I've blogged a few times now about my attempts to build an Alexa Skill with OpenWhisk (An Introduction to Creating Alexa Skills with OpenWhisk and Creating Alexa Skills with OpenWhisk - Part Two) and I'm happy to say today that my skill finally passed certification!
Alexa Skills have their own product pages and you can see mine here: https://www.amazon.com/dp/B06XP7Q3K3/ref=sr_1_1?s=digital-skills&ie=UTF8&qid=1490026649&sr=1-1&keywords=cat+namer
So - how was the verification process?
Initially - I made mistakes with my sample utterances (a configuration you provide for the skill) and the sample tests I sent to the verification team. Stuff like my skill supporting:
ask cat namer to give my cat a name
and me saying this would work:
ask cat namer to give my cat a new name
My brain kinda glossed over the difference there, but it was enough to make it fail verification.
A second issue I had was supporting the "open" event, or basically, someone using my skill without actually asking anything. That's a requirement and your code has to handle it. Basically, I just sniffed for no intent:
if(!request.intent) request.intent = {name:'randomName'};
Your skill, of course, may do something different in that case.
Finally - and this was the tricky one - I had suggested "foo" for a name prefix (my cat namer supports letting you pass in the first part of the name, it then appends a random name after that).

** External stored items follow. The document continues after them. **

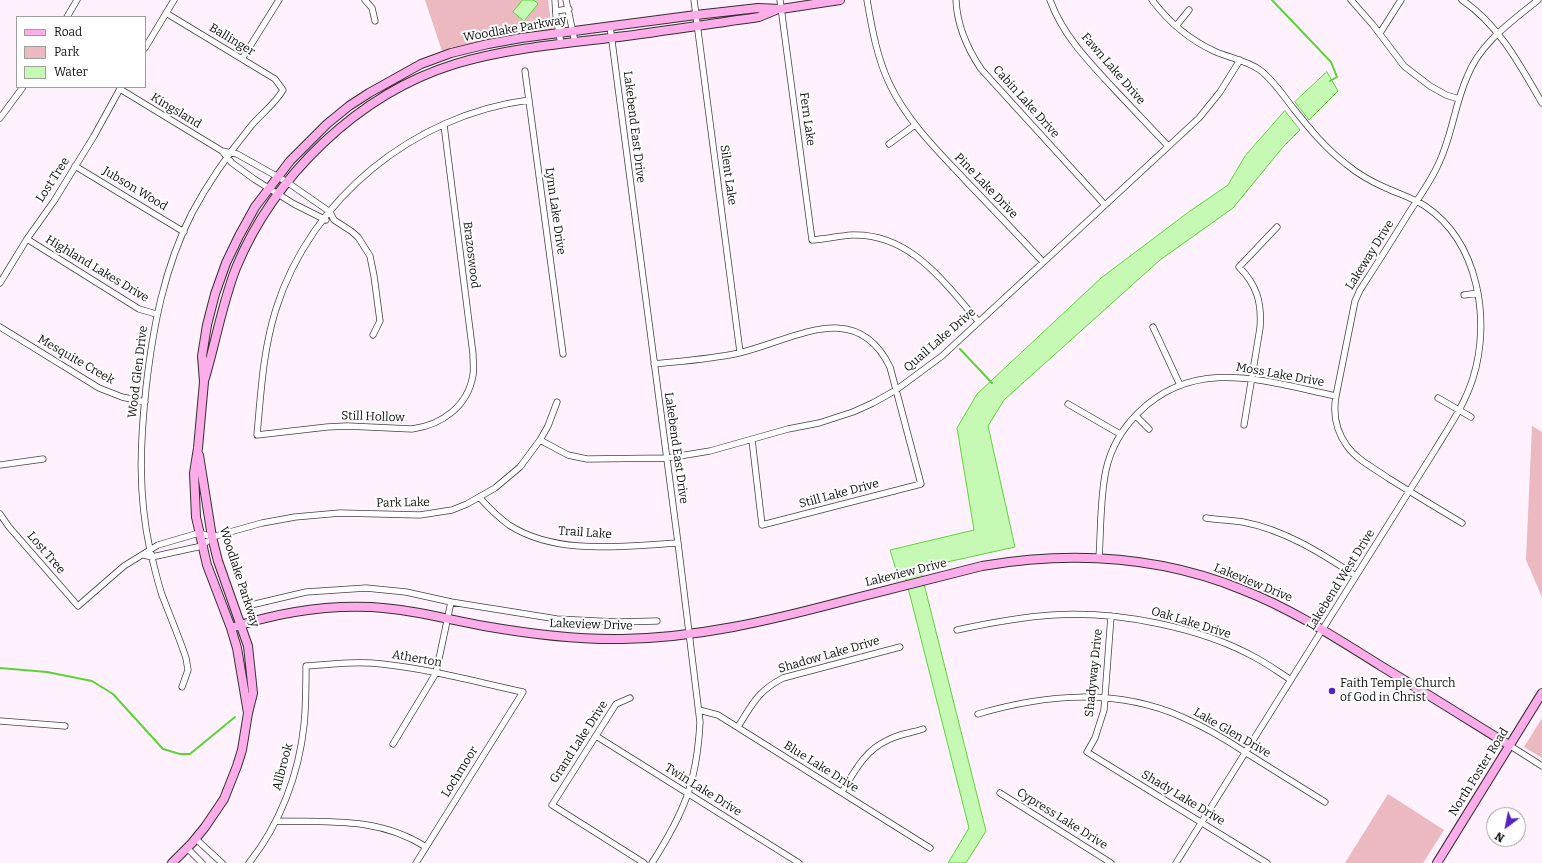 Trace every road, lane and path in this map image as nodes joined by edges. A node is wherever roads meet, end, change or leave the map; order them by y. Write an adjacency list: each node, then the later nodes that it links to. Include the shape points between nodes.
1 (77, 0): 23 (street)
2 (174, 0): 21 (street)
3 (279, 0): 36 (street)
4 (365, 0): 24 (street, via 372,8)
5 (555, 0): 20 (street)
6 (566, 0): 18 (street)
7 (694, 0): 22 (street, Silent Lake)
8 (840, 0): 17 (street, Woodlake Parkway)
9 (867, 0): 47 (street, Pine Lake Drive, via 881,62 901,105)
10 (956, 0): 60 (street, Cabin Lake Drive, via 956,15 961,29 981,69)
11 (1050, 0): 49 (street, Fawn Lake Drive, via 1062,26 1080,51)
12 (1152, 0): 27 (street, Lakebend West Drive)
13 (1351, 0): 30 (street)
14 (1401, 0): 30 (street)
15 (1462, 0): 31 (street)
16 (1538, 0): 31 (street, Lakeway Drive)
17 (781, 4): 22 (street, Woodlake Parkway); 26 (street, Woodlake Parkway, via 759,16); 73 (street, Fern Lake, via 812,240 852,235 882,239 900,246 928,266)
18 (569, 9): 20 (street); 28 (street)
19 (1189, 10): 27 (street)
20 (556, 11): 29 (street)
21 (166, 13): 35 (street); 36 (street, Ballinger)
22 (696, 15): 25 (street, Woodlake Parkway); 26 (street, Silent Lake)
23 (68, 16)
24 (375, 21)
25 (610, 26): 28 (street, Woodlake Parkway); 32 (street, Lakebend East Drive)
26 (697, 26): 32 (street, Woodlake Parkway); 77 (street, Silent Lake)
27 (1176, 26): 37 (street, Lakebend West Drive, via 1214,51)
28 (573, 31): 29 (street, Woodlake Parkway); 33 (street)
29 (560, 33): 34 (street); 54 (street, Woodlake Parkway, via 488,44 421,64 364,96 327,124)
30 (1380, 33): 42 (street, via 1397,58 1415,75 1446,95)
31 (1498, 33): 42 (street, Lakeway Drive, via 1472,67); 44 (street)
32 (612, 38): 33 (street, Woodlake Parkway); 79 (street, Lakebend East Drive)
33 (575, 42): 34 (street, Woodlake Parkway)
34 (561, 44): 55 (street, Woodlake Parkway, via 490,55 454,64 399,88 334,132)
35 (146, 46)
36 (242, 59): 41 (street, Ballinger, via 275,79)
37 (1240, 60): 49 (street, Quail Lake Drive, via 1207,109); 59 (street, Lakebend West Drive, via 1260,70 1311,132 1346,165 1366,178)
38 (525, 71): 43 (street, Lynn Lake Drive)
39 (22, 88): 45 (street)
40 (120, 88): 50 (street, Kingsland); 52 (street, Lost Tree)
41 (283, 90): 50 (street, Wood Glen Drive)
42 (1459, 99): 59 (street, Lakeway Drive, via 1447,145 1427,186)
43 (529, 100): 46 (street, via 486,109); 78 (street, Lynn Lake Drive)
44 (1542, 103)
45 (0, 118)
46 (444, 125): 62 (street, via 425,132 381,161 349,190); 83 (street, Brazoswood, via 473,354)
47 (915, 125): 48 (street); 68 (street, Pine Lake Drive)
48 (889, 144)
49 (1168, 146): 60 (street, Quail Lake Drive)
50 (229, 156): 51 (street, via 237,154); 53 (street, Kingsland); 66 (street, Wood Glen Drive, via 203,195)
51 (256, 165): 53 (street); 54 (street)
52 (75, 166): 66 (street, Jubson Wood); 67 (street, Lost Tree)
53 (250, 175): 56 (street, Kingsland)
54 (277, 177): 55 (street); 56 (street, Woodlake Parkway)
55 (287, 182): 57 (street, Woodlake Parkway); 58 (street)
56 (269, 188): 57 (street, Kingsland); 81 (street, Woodlake Parkway, via 239,236 215,294 202,356)
57 (279, 194): 61 (street, Kingsland); 81 (street, Woodlake Parkway, via 249,241 237,268 226,298)
58 (308, 197): 61 (street); 62 (street)
59 (1416, 201): 70 (street, Lakebend West Drive, via 1437,216 1458,241 1472,269); 85 (street, Lakeway Drive, via 1355,301)
60 (1105, 205): 68 (street, Quail Lake Drive)
61 (301, 207): 63 (street, Kingsland)
62 (330, 212): 63 (street); 64 (street)
63 (324, 220): 64 (street); 83 (street, Still Hollow, via 294,267 276,308 264,358 257,435 347,426 422,428 445,419 456,409)
64 (334, 220): 76 (street, via 358,237 370,256 380,321)
65 (1277, 227): 80 (street, via 1239,267 1249,277 1260,303 1260,328)
66 (184, 232): 72 (street, Wood Glen Drive, via 168,272)
67 (27, 239): 69 (street, Lost Tree); 72 (street, Highland Lakes Drive, via 138,309)
68 (1043, 262): 73 (street, Quail Lake Drive)
69 (0, 283)
70 (1478, 293): 71 (street); 90 (street, Lakebend West Drive, via 1481,330 1477,362 1473,379)
71 (1464, 295)
72 (156, 314): 87 (street, Wood Glen Drive)
73 (979, 322): 84 (street, Quail Lake Drive, via 933,364)
74 (0, 327): 87 (street, Mesquite Creek, via 99,388)
75 (1153, 327): 82 (street)
76 (373, 335)
77 (740, 352): 79 (street); 84 (street, via 816,329 849,329 867,337 881,350 890,367)
78 (563, 354)
79 (654, 364): 99 (street, Lakebend East Drive)
80 (1252, 379): 82 (street, Moss Lake Drive, via 1221,376 1200,379); 85 (street, Moss Lake Drive); 93 (street)
81 (204, 382): 98 (street, Woodlake Parkway)
82 (1180, 386): 91 (street, Moss Lake Drive, via 1166,391)
83 (470, 387)
84 (896, 390): 97 (street, Quail Lake Drive, via 853,412); 97 (street, Still Lake Drive, via 920,484 762,525)
85 (1336, 396): 102 (street, Lakeway Drive, via 1336,419 1346,445 1361,460)
86 (1438, 398): 90 (street)
87 (145, 402): 112 (street, Wood Glen Drive, via 141,475)
88 (557, 402): 96 (street, Park Lake)
89 (1068, 404): 95 (street)
90 (1459, 410): 92 (street); 102 (street, Lakebend West Drive)
91 (1136, 416): 94 (street); 95 (street, Moss Lake Drive)
92 (1471, 417)
93 (1244, 425)
94 (1148, 428)
95 (1120, 434): 116 (street, Moss Lake Drive, via 1106,470)
96 (540, 440): 99 (street, Quail Lake Drive, via 564,453 588,459); 103 (street, Park Lake, via 520,467)
97 (752, 440): 99 (street, Quail Lake Drive, via 710,451)
98 (198, 448): 107 (street, Woodlake Parkway, via 194,473); 108 (street, Woodlake Parkway)
99 (667, 458): 110 (street, Lakebend East Drive)
100 (43, 459): 101 (street)
101 (0, 465)
102 (1409, 491): 106 (street, Lakeway Drive); 117 (street, Lakebend West Drive)
103 (480, 498): 108 (street, Park Lake, via 452,510 436,513 404,516 340,513 295,517); 110 (street, Trail Lake, via 509,524 531,536 556,544 612,547)
104 (0, 514): 114 (street, Lost Tree, via 9,528 78,606 124,566)
105 (1206, 518): 117 (street, via 1242,522 1285,535)
106 (1462, 523)
107 (199, 533): 108 (street); 109 (street); 111 (street, Woodlake Parkway)
108 (212, 537): 111 (street, Park Lake); 123 (street, Woodlake Parkway)
109 (176, 541): 112 (street, via 158,545); 113 (street)
110 (678, 543): 127 (street, Lakebend East Drive)
111 (202, 546): 113 (street); 124 (street, Woodlake Parkway)
112 (150, 550): 114 (street); 115 (street, Wood Glen Drive)
113 (179, 551): 115 (street)
114 (144, 555): 115 (street)
115 (152, 557): 132 (street, Wood Glen Drive, via 162,594 186,658 188,670)
116 (1099, 558): 126 (street, Lakeview Drive, via 1168,567 1216,580 1263,598); 127 (street, Lakeview Drive, via 1054,558 982,566 775,619)
117 (1356, 576): 126 (street, Lakebend West Drive)
118 (451, 602): 119 (street, via 406,592 366,588 306,592); 121 (street); 122 (street, via 556,619)
119 (251, 604)
120 (1111, 616): 125 (street, Oak Lake Drive, via 1030,617); 131 (street, Oak Lake Drive, via 1164,625 1212,639 1258,659); 135 (street, Shadyway Drive)
121 (448, 618): 123 (street, Lakeview Drive, via 371,607 328,607 277,615); 127 (street, Lakeview Drive, via 483,626 574,638 621,639); 130 (street)
122 (657, 621)
123 (242, 625): 124 (street, Lakeview Drive); 138 (street, Woodlake Parkway, via 248,646 253,693)
124 (231, 628): 138 (street, Woodlake Parkway, via 242,671 243,693)
125 (957, 630)
126 (1323, 630): 131 (street, Lakebend West Drive); 146 (street, Lakeview Drive)
127 (689, 635): 137 (street, Lakebend East Drive)
128 (900, 647): 142 (street, Shadow Lake Drive, via 784,678 761,692)
129 (306, 666): 130 (street, Atherton, via 345,662 381,664); 154 (street, Allbrook, via 304,724 300,750 289,791)
130 (436, 673): 133 (street, Atherton); 145 (street)
131 (1291, 680): 148 (street, Lakebend West Drive)
132 (182, 687)
133 (523, 692): 157 (street, Lochmoor)
134 (1542, 693): 146 (street, North Foster Road)
135 (1105, 697): 139 (street, Lake Glen Drive, via 1084,696 1030,701); 147 (street, Shadyway Drive, via 1101,721); 148 (street, Lake Glen Drive, via 1138,702 1182,716)
136 (630, 698): 144 (street, Grand Lake Drive, via 616,704)
137 (699, 710): 142 (street, Blue Lake Drive, via 718,715); 152 (street, Lakebend East Drive, via 699,746)
138 (248, 713): 156 (street, Woodlake Parkway, via 242,750 230,784 214,814)
139 (978, 714)
140 (0, 721): 141 (street)
141 (65, 726)
142 (738, 727): 150 (street, Blue Lake Drive)
143 (923, 729): 150 (street, via 895,737 875,747 860,763)
144 (596, 736): 152 (street, Twin Lake Drive); 165 (street, Grand Lake Drive, via 552,805)
145 (393, 744)
146 (1509, 745): 149 (street, Lakeview Drive); 171 (street, North Foster Road)
147 (1087, 752): 155 (street, Shady Lake Drive)
148 (1246, 752): 153 (street, Lake Glen Drive); 155 (street, Lakebend West Drive)
149 (1542, 766)
150 (842, 792): 159 (street, Blue Lake Drive)
151 (1000, 793): 168 (street, Cypress Lake Drive)
152 (688, 794): 166 (street, Lakebend East Drive, via 679,817); 167 (street, Twin Lake Drive)
153 (1325, 802)
154 (276, 821): 157 (street, via 373,825 393,830); 163 (street, Allbrook)
155 (1202, 822): 169 (street, Lakebend West Drive); 170 (street, Shady Lake Drive)
156 (196, 839): 158 (street, Woodlake Parkway); 162 (street)
157 (426, 847): 164 (street, Lochmoor)
158 (187, 848): 160 (street, Woodlake Parkway); 161 (street)
159 (930, 848)
160 (172, 863)
161 (202, 863)
162 (222, 863)
163 (249, 863)
164 (416, 863)
165 (644, 863)
166 (652, 863)
167 (799, 863)
168 (1111, 863)
169 (1176, 863)
170 (1267, 863)
171 (1437, 863)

Alexa would translate foo to four though. This is what I got from the verification team:
User: "Alexa, ask cat namer to give my cat a name that starts with foo" Skill recognizes it as "Alexa ask cat namer to give my cat a name that starts with four" and responds with "Your random cat is 4 King Dumpster Fire"
Now to me - that smells like an Alexa issue. The user said "foo", but it heard "four" - I honestly don't know how I'm expected to fix that. But I removed foo from my slot type options, removed it from the suggested type, crossed my fingers and submitted and then it passed. On the Alexa Slack channel, some folks suggested simply resubmitting sometimes worked well.
All in all - the process wasn't too painful, and I'm working on a new skill now (but as I've got two big trips back to back, it may be a while). If you want to see the full source for my released skill, I've put it up here: https://github.com/cfjedimaster/Serverless-Examples/tree/master/randomcat3
If I can answer any questions about this process, or provide more info on the OpenWhisk side, just ask!